Reunification requires intensive contact with children in placement, which includes:

· timely referrals for any necessary evaluations, assessments and services

· ensuring that the child's health and educational needs are met

· frequent, meaningful in-person visits with the child outside the presence of the caregiver to assess the child's needs, his/her adjustment to placement and separation and loss issues. These visits should be at least twice per month, with at least one visit in the caregiver's home for the first thirty days and m onthly thereafter. Where there is a high likelihood of early reunification, more frequent contacts are encouraged.

· engagement of the child in service planning, if old enough

· working with the child to begin a Lifebook and update it periodically.

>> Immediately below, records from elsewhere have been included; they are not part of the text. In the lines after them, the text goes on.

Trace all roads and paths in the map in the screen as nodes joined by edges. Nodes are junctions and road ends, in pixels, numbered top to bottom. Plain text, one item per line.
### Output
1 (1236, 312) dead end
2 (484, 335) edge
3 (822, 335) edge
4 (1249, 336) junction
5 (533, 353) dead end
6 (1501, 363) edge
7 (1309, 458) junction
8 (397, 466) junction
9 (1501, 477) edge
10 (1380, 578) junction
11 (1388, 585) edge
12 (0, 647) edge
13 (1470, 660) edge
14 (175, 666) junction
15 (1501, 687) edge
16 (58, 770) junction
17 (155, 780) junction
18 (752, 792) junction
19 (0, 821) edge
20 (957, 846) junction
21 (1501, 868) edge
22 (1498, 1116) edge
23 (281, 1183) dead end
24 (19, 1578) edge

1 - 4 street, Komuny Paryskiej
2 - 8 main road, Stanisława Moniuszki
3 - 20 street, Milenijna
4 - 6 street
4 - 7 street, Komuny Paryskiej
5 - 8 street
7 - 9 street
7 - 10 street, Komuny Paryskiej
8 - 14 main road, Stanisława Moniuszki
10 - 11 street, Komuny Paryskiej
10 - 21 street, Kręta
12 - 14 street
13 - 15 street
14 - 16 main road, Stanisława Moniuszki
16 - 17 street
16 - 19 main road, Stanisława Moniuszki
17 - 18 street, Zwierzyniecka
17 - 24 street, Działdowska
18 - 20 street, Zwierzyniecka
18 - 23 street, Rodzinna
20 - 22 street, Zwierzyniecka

An essential component of intervention activity during this period is frequent contact between the parent and child. All parties involved in the case - caseworker, parent, foster parent/relative caregiver, extended family members, and service providers - must be committed to facilitating visits. Parents need to be given frequent and varied opportunities to safely interact with their children such as birthday parties, family celebrations, recreational activities, school conferences - all those many activities that parents and children normally do together. When safety and well-being are assured, visits should be in a setting that fosters interaction and parental participation. Office visits should be kept at a minimum and should only be done when health, safety or other considerations warrant it.

Developing a relationship with the foster parent or relative caregiver is essential in moving a case toward permanency, particularly if the permanency goal is reunification. The foster parent/relative caregiver is a valuable member of the Child and Family Team who can assist the caseworker in assessing the child's needs.

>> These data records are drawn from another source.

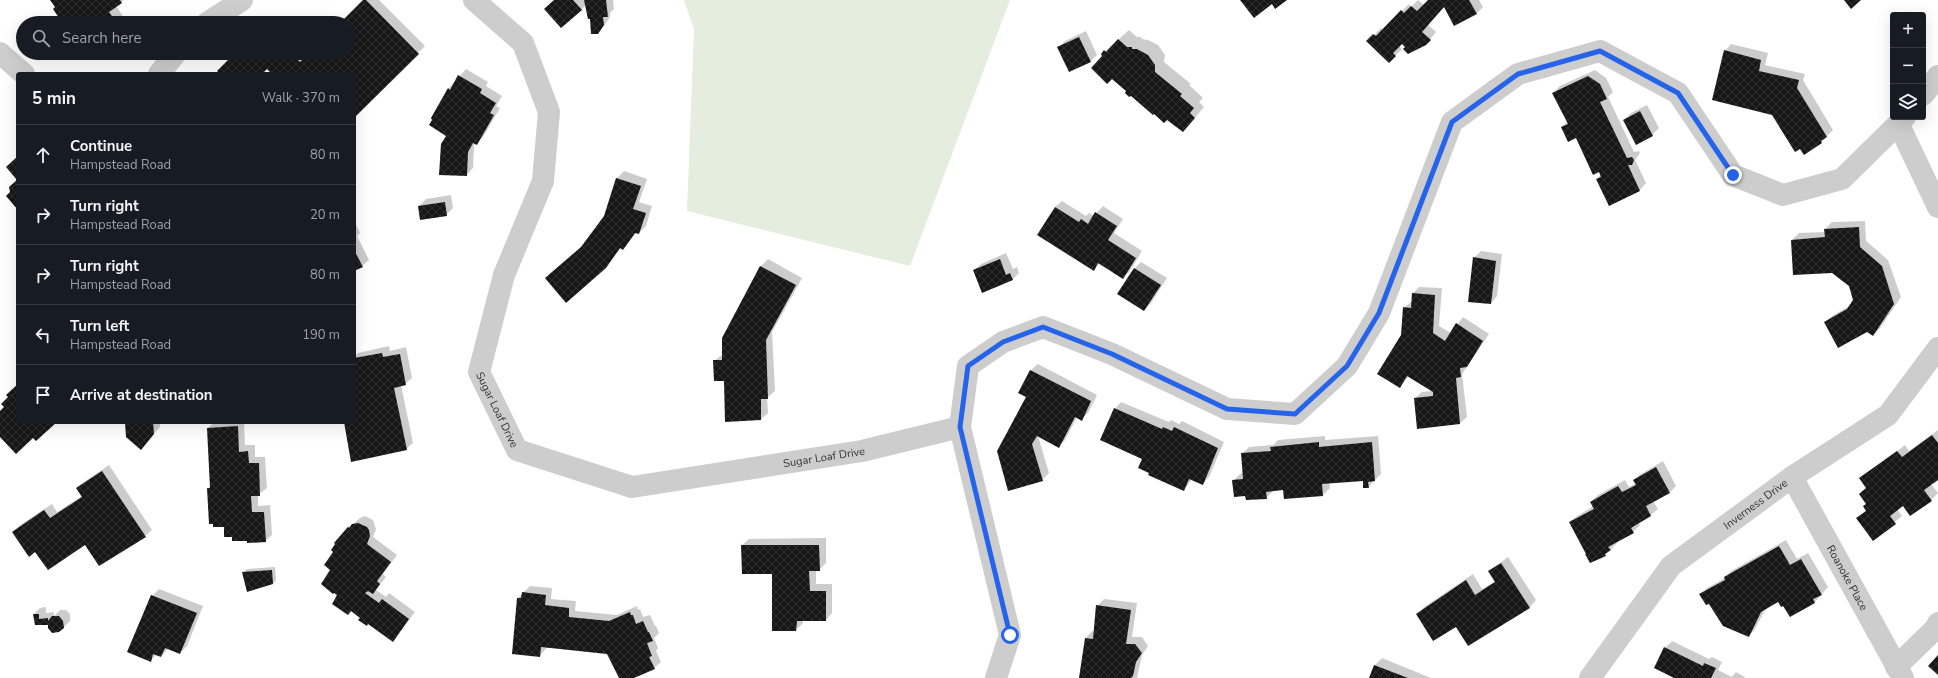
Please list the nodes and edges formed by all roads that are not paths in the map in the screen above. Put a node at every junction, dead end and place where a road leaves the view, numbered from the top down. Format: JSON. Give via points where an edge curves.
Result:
{"nodes":[{"id":1,"x":242,"y":0,"type":"edge"},
{"id":2,"x":474,"y":0,"type":"edge"},
{"id":3,"x":218,"y":16,"type":"edge"},
{"id":4,"x":0,"y":53,"type":"edge"},
{"id":5,"x":170,"y":60,"type":"edge"},
{"id":6,"x":22,"y":72,"type":"edge"},
{"id":7,"x":160,"y":72,"type":"edge"},
{"id":8,"x":1938,"y":76,"type":"edge"},
{"id":9,"x":1926,"y":90,"type":"edge"},
{"id":10,"x":1902,"y":121,"type":"edge"},
{"id":11,"x":1938,"y":207,"type":"edge"},
{"id":12,"x":1938,"y":348,"type":"edge"},
{"id":13,"x":960,"y":427,"type":"junction"},
{"id":14,"x":1792,"y":477,"type":"junction"},
{"id":15,"x":1938,"y":623,"type":"edge"},
{"id":16,"x":1900,"y":672,"type":"edge"},
{"id":17,"x":996,"y":678,"type":"edge"},
{"id":18,"x":1590,"y":678,"type":"edge"}],
"edges":[{"from":1,"to":3,"type":"street"},
{"from":2,"to":13,"type":"street","name":"Sugar Loaf Drive","via":[[523,43],[549,112],[543,181],[504,275],[479,372],[518,450],[632,487],[862,451]]},
{"from":4,"to":6,"type":"street"},
{"from":5,"to":7,"type":"street"},
{"from":8,"to":9,"type":"street"},
{"from":10,"to":11,"type":"street"},
{"from":10,"to":13,"type":"street","via":[[1842,179],[1783,195],[1733,175],[1678,93],[1600,51],[1518,74],[1452,122],[1379,313],[1347,366],[1295,414],[1227,409],[1112,354],[1043,327],[1003,342],[968,366]]},
{"from":12,"to":14,"type":"street","name":"Inverness Drive","via":[[1888,415]]},
{"from":13,"to":17,"type":"street","via":[[1010,635]]},
{"from":14,"to":16,"type":"street","name":"Roanoke Place"},
{"from":14,"to":18,"type":"street","name":"Inverness Drive","via":[[1671,566]]},
{"from":15,"to":16,"type":"street"}]}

Work with foster parents/relative caregivers should include:

· visit with foster parents/relative caregivers at least once per month to discuss the child's needs, behaviors, academic progress, etc.

· encouraging caregivers to participate in the Child and Family Team.

· engaging the foster parent/relative caregiver in reunification activities such as frequent parent-child visits, providing opportunities for parent-child interaction, coaching and mentoring of birth parents. An attitude of "working with" rather than "against" the birth parent will move the case forward and will give the child the message that the important adults in his/her life are working together for his/her well-being. The caseworker may need to help the caregiver sort through the conflicting feelings that are inevitable in foster care where the caregiver must be attached enough to a child to care for and nurture him/her, yet be able to "let go" when the time comes for reunification.

· planning with the foster parent/relative caregiver with regard to the child's needs, behaviors and adjustment to placement.

· follow-up with doctor's appointments, school staffings, etc.